White Buffalo yarn/roving is what they make Cowichan knits out of.

Long obsolete Pingouin "Typhon" is a wool/mohair blend that is to die for. 
It can still be found on Ebay, but is kinda pricey.

"Yukon" by Plymouth is another obsolete that is like the Typhon on estrogen steroids, and for the life of me, I can't figure out why they discontinued it. 
It's still on Ebay, too.

Paton's wool roving is good.....of course, their discontinued "Upcountry" was even better. 

The wool rovings that I have stumbled across sure did make for interesting projects, but stranding together a selection of better quality mohair/wool does some pretty crazy stuff.

If you look at Ebay, you can find some pretty incredible deals, and a heck of an education.

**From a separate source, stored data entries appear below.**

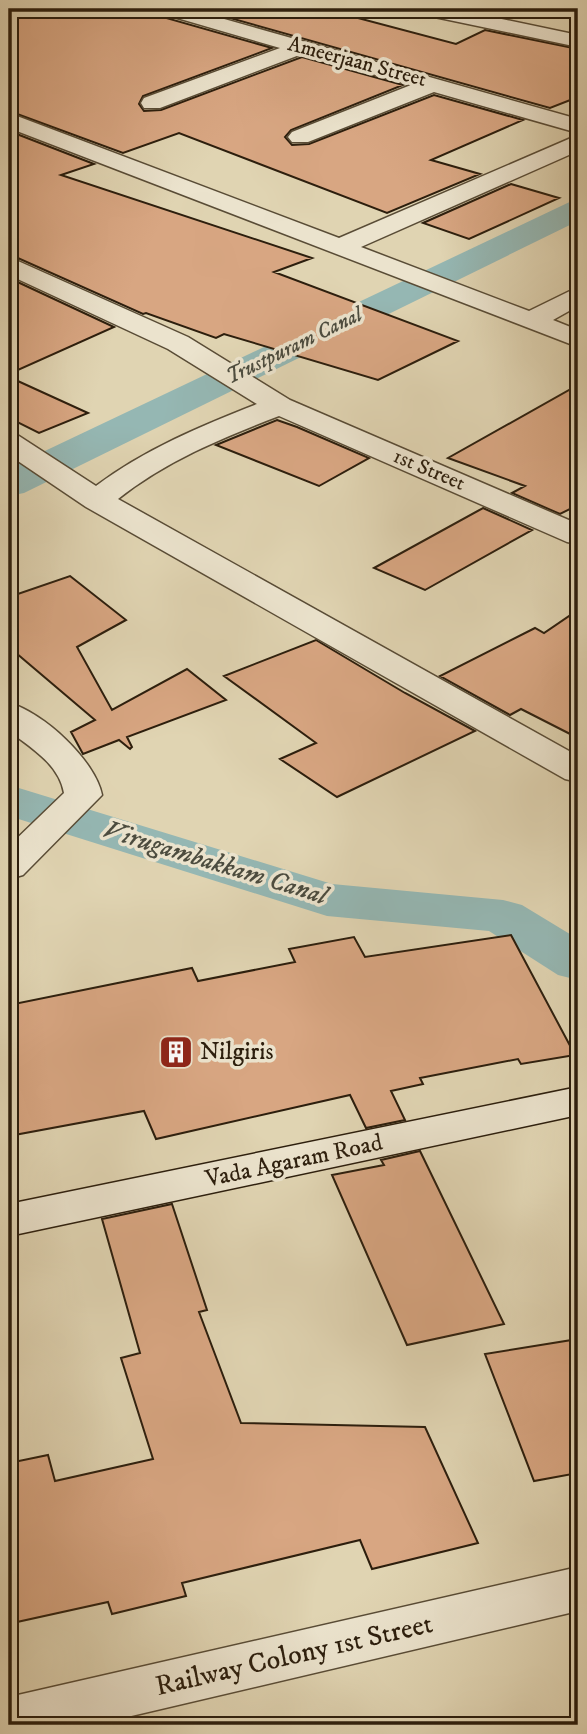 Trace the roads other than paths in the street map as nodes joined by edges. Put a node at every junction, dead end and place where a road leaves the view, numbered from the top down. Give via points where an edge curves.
1 (167, 9) edge
2 (431, 9) edge
3 (578, 41) edge
4 (302, 47) junction
5 (435, 84) junction
6 (578, 100) edge
7 (152, 103) dead end
8 (547, 115) junction
9 (9, 120) edge
10 (578, 126) edge
11 (300, 137) dead end
12 (578, 142) edge
13 (337, 248) junction
14 (9, 265) edge
15 (578, 295) edge
16 (530, 321) junction
17 (578, 339) edge
18 (280, 406) junction
19 (9, 442) edge
20 (97, 500) junction
21 (578, 535) edge
22 (9, 714) edge
23 (578, 771) edge
24 (9, 867) edge
25 (578, 1101) edge
26 (9, 1220) edge
27 (578, 1590) edge
28 (9, 1721) edge

1 - 4 street, Ameerjaan Street
2 - 3 street
4 - 5 street, Ameerjaan Street
4 - 7 street
5 - 8 street, Ameerjaan Street
5 - 11 street
6 - 8 street
8 - 10 street, Ameerjaan Street
9 - 13 street
12 - 13 street
13 - 16 street
14 - 18 street, 1st Street via 178,343
15 - 16 street
16 - 17 street
18 - 20 street via 183,442 123,478
18 - 21 street, 1st Street
19 - 20 street
20 - 23 street
22 - 24 street via 68,763 83,783 83,795
25 - 26 street, Vada Agaram Road
27 - 28 street, Railway Colony 1st Street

Of course, if you do that, you won't be sharpening any spinning skills. :nono:

On that note, I have been pursuing other interests, of late, and DW's camera bit the dust, again. A new one is forthcoming...... and I have been knitting (and a lot of it feels like roving knitting, at that !  )


ETA

Oh, wow!!

Just looked at the blanket in your link..... that'll cost several hundred dollars and/or the comfort zone of some dozen sheep!!

You'll need needles as big as your wrist. :shrug:


----------



## Lythrum (Dec 19, 2005)

I would second or third making sure that you get payment up front before you start on it. I had friends talk a good game about how much they were going to pay me to knit some hats for them, and then had to get on them for months to even cover expenses. Even a blanket with bulky yarn that big would not be cheap.


----------



## hercsmama (Jan 15, 2004)

I've been wanting to make one of these myself for awhile now. 
I'm thinking it would look amazing hanging on the wall with the needles as the hangers.... I know, I have an odd decorating taste! :cowboy:
Dh has the pvc pipe, and after it's done I'm thinking just slip it off the needles without binding off, paint the needles some amazing color, like teal, fit some fabulous curtain rod finials to the one end, and rethread the stitches, half on each. 
Hmmmmm.. might have to get this done this year for the new house..


----------



## Marchwind (May 10, 2002)

I've knit with roving several times. I don't think you would have to felt it first. Make sure you have a roving with a staple length that is at least 4-6 inches long. Tell her up front you will be charging her $300 and that you want payment up front. If she balks then forget it. Definitely get paid up front, in FULL!

It does look fun


----------



## Callieslamb (Feb 27, 2007)

1 1/2 inch PVC? I'm not sure my wrists could do that. Does Forerunner hire out? How much does it weigh when finished?


----------



## Falls-Acre (May 13, 2009)

Wow, I've seen rugs made of crocheted roving, but knitting a blanket? Just wow.


----------



## 7thswan (Nov 18, 2008)

Something like these are much more feezeable.


----------



## TNnative (May 23, 2004)

I would say that 'No' is a complete sentence.


----------



## stef (Sep 14, 2002)

mamajohnson said:


> A friend of mine asked if I could knit this for her:
> Gigantic blanket
> 
> Looking it up I would have to buy at least $100 in roving, then make some needles. So...I guess I would have to charge way over 100 to even make it worthwhile.
> ...


 
Let her buy the supplies and offer to teach her how to make it herself. Would not be worth your time/work to do.
People seldom know how much time/work/effort goes into creating handmade items. I wouldn't do it.


----------



## Pearl B (Sep 27, 2008)

In the photo it looks to me like she is using whole rovings. That is going to be pricey.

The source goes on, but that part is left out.